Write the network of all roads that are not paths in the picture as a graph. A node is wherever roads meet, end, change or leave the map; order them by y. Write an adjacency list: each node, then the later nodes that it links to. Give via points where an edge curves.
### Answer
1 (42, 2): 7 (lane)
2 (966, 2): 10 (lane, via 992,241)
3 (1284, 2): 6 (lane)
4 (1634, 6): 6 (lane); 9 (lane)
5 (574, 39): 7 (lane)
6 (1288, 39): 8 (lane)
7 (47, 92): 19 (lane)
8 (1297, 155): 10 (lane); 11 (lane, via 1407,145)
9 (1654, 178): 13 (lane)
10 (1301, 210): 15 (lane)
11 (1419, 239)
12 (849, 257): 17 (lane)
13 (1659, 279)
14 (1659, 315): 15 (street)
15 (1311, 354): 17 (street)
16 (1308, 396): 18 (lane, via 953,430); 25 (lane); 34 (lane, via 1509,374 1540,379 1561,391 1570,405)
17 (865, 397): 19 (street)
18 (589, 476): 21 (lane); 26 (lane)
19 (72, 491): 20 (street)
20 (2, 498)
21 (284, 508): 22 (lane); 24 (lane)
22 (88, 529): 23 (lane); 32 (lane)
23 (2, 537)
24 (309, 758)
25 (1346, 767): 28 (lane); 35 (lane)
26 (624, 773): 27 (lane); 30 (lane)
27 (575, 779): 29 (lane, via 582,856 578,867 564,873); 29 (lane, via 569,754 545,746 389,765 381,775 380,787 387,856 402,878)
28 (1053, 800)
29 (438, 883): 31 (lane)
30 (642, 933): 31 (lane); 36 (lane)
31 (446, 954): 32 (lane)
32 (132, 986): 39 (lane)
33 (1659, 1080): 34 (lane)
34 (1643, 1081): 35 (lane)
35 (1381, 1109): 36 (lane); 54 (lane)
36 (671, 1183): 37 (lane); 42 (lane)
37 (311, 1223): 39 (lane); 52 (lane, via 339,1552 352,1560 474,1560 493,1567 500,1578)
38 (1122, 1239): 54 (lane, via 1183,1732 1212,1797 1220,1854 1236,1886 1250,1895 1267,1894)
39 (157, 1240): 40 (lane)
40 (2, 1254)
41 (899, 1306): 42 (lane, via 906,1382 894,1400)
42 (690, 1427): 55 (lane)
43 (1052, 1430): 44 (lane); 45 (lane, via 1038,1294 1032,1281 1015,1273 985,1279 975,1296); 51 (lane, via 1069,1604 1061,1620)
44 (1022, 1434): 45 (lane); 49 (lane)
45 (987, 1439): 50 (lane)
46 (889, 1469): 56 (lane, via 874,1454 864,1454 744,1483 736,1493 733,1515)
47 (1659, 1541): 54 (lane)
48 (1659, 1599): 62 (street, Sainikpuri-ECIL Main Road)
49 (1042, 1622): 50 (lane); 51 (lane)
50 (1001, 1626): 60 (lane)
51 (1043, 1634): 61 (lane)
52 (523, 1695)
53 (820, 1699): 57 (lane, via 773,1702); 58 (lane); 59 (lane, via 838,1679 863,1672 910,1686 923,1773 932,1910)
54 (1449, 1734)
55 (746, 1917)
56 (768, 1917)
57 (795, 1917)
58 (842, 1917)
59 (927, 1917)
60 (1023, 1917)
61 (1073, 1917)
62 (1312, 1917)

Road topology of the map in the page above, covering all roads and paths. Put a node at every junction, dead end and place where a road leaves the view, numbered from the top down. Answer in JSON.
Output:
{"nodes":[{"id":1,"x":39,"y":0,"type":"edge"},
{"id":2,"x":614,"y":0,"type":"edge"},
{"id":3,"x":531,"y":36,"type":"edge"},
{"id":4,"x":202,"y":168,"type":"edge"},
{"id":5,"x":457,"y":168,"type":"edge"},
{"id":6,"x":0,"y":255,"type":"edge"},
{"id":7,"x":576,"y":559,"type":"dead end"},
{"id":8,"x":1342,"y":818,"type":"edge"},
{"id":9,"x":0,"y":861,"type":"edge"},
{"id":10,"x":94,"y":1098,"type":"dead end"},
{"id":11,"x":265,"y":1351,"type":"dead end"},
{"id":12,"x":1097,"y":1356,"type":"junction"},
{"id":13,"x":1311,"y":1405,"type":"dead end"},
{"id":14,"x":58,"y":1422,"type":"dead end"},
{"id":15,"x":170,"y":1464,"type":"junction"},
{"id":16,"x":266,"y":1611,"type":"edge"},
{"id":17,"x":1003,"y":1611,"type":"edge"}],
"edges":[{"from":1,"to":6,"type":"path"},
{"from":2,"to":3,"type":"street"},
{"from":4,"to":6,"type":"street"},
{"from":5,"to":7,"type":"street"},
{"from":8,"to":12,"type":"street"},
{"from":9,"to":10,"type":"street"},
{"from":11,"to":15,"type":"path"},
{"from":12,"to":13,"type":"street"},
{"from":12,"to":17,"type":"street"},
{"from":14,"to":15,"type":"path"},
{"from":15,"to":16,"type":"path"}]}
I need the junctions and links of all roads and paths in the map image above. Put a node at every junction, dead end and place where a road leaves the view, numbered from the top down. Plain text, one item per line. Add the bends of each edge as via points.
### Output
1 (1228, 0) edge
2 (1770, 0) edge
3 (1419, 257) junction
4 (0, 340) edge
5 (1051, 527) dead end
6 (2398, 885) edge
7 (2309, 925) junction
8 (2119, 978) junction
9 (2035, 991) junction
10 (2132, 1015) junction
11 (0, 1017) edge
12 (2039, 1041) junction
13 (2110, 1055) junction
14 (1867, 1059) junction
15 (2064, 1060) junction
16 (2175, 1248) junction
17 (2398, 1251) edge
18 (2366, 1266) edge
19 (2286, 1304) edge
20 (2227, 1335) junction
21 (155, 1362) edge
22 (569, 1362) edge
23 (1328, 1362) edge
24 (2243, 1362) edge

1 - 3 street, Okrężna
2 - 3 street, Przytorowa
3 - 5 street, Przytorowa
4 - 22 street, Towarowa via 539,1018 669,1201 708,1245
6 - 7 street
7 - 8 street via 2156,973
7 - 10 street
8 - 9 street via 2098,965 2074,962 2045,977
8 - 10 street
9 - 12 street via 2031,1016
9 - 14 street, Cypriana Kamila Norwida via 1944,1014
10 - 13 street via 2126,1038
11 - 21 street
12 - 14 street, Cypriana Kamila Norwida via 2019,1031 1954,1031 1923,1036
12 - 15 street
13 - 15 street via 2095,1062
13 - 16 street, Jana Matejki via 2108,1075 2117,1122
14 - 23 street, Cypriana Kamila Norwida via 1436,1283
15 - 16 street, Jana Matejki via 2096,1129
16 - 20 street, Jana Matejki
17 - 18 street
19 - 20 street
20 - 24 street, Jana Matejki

**What is being asked**: In the records above, find each line holding "every" and copy it.

**Completed task**:
Road topology of the map in the page above, covering all roads and paths. Put a node at every junction, dead end and place where a road leaves the view, numbered from the top down. Answer in JSON.
I need the junctions and links of all roads and paths in the map image above. Put a node at every junction, dead end and place where a road leaves the view, numbered from the top down. Plain text, one item per line. Add the bends of each edge as via points.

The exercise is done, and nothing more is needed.